* **What the task requires**:
Provide the data again exactly, including every line that follows.
#####
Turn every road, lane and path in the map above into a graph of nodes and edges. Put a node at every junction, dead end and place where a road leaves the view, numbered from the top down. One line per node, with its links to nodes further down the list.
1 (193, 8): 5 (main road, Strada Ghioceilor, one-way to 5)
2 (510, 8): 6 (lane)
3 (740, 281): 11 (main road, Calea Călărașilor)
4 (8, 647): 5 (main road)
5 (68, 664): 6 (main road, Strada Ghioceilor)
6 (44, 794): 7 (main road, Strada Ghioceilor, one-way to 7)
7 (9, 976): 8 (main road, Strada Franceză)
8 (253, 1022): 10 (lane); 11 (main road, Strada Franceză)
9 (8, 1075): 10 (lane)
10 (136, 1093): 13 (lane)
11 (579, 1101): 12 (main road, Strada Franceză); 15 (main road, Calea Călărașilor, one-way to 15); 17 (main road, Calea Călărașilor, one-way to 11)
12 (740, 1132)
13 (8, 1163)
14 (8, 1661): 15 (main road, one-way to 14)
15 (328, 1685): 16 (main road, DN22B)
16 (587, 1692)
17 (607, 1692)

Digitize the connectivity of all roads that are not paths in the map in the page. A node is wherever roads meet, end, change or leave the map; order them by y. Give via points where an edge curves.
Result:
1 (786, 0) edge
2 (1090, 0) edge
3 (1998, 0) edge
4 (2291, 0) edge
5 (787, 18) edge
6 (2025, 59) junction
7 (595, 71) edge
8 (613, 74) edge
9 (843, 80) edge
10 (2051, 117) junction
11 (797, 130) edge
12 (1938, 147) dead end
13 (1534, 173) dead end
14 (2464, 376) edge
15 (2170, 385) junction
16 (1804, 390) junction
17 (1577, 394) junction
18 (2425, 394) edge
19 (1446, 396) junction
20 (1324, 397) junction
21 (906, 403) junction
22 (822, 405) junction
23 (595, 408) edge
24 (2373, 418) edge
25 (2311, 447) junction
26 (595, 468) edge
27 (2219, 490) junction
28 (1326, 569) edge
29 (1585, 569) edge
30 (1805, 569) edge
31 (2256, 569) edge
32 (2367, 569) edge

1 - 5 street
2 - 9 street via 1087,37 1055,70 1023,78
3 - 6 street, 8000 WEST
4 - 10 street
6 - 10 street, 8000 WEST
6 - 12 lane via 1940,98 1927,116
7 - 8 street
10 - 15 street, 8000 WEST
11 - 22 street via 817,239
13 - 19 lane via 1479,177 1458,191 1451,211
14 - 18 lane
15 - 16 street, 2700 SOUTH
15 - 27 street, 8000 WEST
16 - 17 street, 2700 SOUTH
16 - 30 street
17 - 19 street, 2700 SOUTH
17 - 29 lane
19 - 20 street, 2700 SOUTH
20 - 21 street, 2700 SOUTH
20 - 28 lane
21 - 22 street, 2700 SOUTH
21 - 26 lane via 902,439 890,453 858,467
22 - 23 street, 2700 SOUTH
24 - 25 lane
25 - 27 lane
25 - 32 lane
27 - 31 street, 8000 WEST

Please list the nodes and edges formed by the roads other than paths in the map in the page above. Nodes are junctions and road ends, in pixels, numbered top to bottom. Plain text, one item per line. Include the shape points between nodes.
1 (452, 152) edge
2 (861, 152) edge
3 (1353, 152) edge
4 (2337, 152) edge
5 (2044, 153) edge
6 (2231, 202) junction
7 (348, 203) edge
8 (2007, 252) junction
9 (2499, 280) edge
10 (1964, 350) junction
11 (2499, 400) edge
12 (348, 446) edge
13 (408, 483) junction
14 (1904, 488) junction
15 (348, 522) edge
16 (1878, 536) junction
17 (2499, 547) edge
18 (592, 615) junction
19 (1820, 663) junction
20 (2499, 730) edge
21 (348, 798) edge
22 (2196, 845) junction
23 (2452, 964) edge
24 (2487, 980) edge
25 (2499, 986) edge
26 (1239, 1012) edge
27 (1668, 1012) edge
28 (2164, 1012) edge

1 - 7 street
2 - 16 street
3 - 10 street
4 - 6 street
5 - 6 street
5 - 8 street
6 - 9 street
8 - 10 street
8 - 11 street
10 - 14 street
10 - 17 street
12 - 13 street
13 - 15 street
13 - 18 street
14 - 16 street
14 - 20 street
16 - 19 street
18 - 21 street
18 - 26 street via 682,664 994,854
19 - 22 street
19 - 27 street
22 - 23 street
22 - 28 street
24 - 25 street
#####
* **Result for this task**:
Turn every road, lane and path in the map above into a graph of nodes and edges. Put a node at every junction, dead end and place where a road leaves the view, numbered from the top down. One line per node, with its links to nodes further down the list.
1 (193, 8): 5 (main road, Strada Ghioceilor, one-way to 5)
2 (510, 8): 6 (lane)
3 (740, 281): 11 (main road, Calea Călărașilor)
4 (8, 647): 5 (main road)
5 (68, 664): 6 (main road, Strada Ghioceilor)
6 (44, 794): 7 (main road, Strada Ghioceilor, one-way to 7)
7 (9, 976): 8 (main road, Strada Franceză)
8 (253, 1022): 10 (lane); 11 (main road, Strada Franceză)
9 (8, 1075): 10 (lane)
10 (136, 1093): 13 (lane)
11 (579, 1101): 12 (main road, Strada Franceză); 15 (main road, Calea Călărașilor, one-way to 15); 17 (main road, Calea Călărașilor, one-way to 11)
12 (740, 1132)
13 (8, 1163)
14 (8, 1661): 15 (main road, one-way to 14)
15 (328, 1685): 16 (main road, DN22B)
16 (587, 1692)
17 (607, 1692)

Digitize the connectivity of all roads that are not paths in the map in the page. A node is wherever roads meet, end, change or leave the map; order them by y. Give via points where an edge curves.
Result:
1 (786, 0) edge
2 (1090, 0) edge
3 (1998, 0) edge
4 (2291, 0) edge
5 (787, 18) edge
6 (2025, 59) junction
7 (595, 71) edge
8 (613, 74) edge
9 (843, 80) edge
10 (2051, 117) junction
11 (797, 130) edge
12 (1938, 147) dead end
13 (1534, 173) dead end
14 (2464, 376) edge
15 (2170, 385) junction
16 (1804, 390) junction
17 (1577, 394) junction
18 (2425, 394) edge
19 (1446, 396) junction
20 (1324, 397) junction
21 (906, 403) junction
22 (822, 405) junction
23 (595, 408) edge
24 (2373, 418) edge
25 (2311, 447) junction
26 (595, 468) edge
27 (2219, 490) junction
28 (1326, 569) edge
29 (1585, 569) edge
30 (1805, 569) edge
31 (2256, 569) edge
32 (2367, 569) edge

1 - 5 street
2 - 9 street via 1087,37 1055,70 1023,78
3 - 6 street, 8000 WEST
4 - 10 street
6 - 10 street, 8000 WEST
6 - 12 lane via 1940,98 1927,116
7 - 8 street
10 - 15 street, 8000 WEST
11 - 22 street via 817,239
13 - 19 lane via 1479,177 1458,191 1451,211
14 - 18 lane
15 - 16 street, 2700 SOUTH
15 - 27 street, 8000 WEST
16 - 17 street, 2700 SOUTH
16 - 30 street
17 - 19 street, 2700 SOUTH
17 - 29 lane
19 - 20 street, 2700 SOUTH
20 - 21 street, 2700 SOUTH
20 - 28 lane
21 - 22 street, 2700 SOUTH
21 - 26 lane via 902,439 890,453 858,467
22 - 23 street, 2700 SOUTH
24 - 25 lane
25 - 27 lane
25 - 32 lane
27 - 31 street, 8000 WEST

Please list the nodes and edges formed by the roads other than paths in the map in the page above. Nodes are junctions and road ends, in pixels, numbered top to bottom. Plain text, one item per line. Include the shape points between nodes.
1 (452, 152) edge
2 (861, 152) edge
3 (1353, 152) edge
4 (2337, 152) edge
5 (2044, 153) edge
6 (2231, 202) junction
7 (348, 203) edge
8 (2007, 252) junction
9 (2499, 280) edge
10 (1964, 350) junction
11 (2499, 400) edge
12 (348, 446) edge
13 (408, 483) junction
14 (1904, 488) junction
15 (348, 522) edge
16 (1878, 536) junction
17 (2499, 547) edge
18 (592, 615) junction
19 (1820, 663) junction
20 (2499, 730) edge
21 (348, 798) edge
22 (2196, 845) junction
23 (2452, 964) edge
24 (2487, 980) edge
25 (2499, 986) edge
26 (1239, 1012) edge
27 (1668, 1012) edge
28 (2164, 1012) edge

1 - 7 street
2 - 16 street
3 - 10 street
4 - 6 street
5 - 6 street
5 - 8 street
6 - 9 street
8 - 10 street
8 - 11 street
10 - 14 street
10 - 17 street
12 - 13 street
13 - 15 street
13 - 18 street
14 - 16 street
14 - 20 street
16 - 19 street
18 - 21 street
18 - 26 street via 682,664 994,854
19 - 22 street
19 - 27 street
22 - 23 street
22 - 28 street
24 - 25 street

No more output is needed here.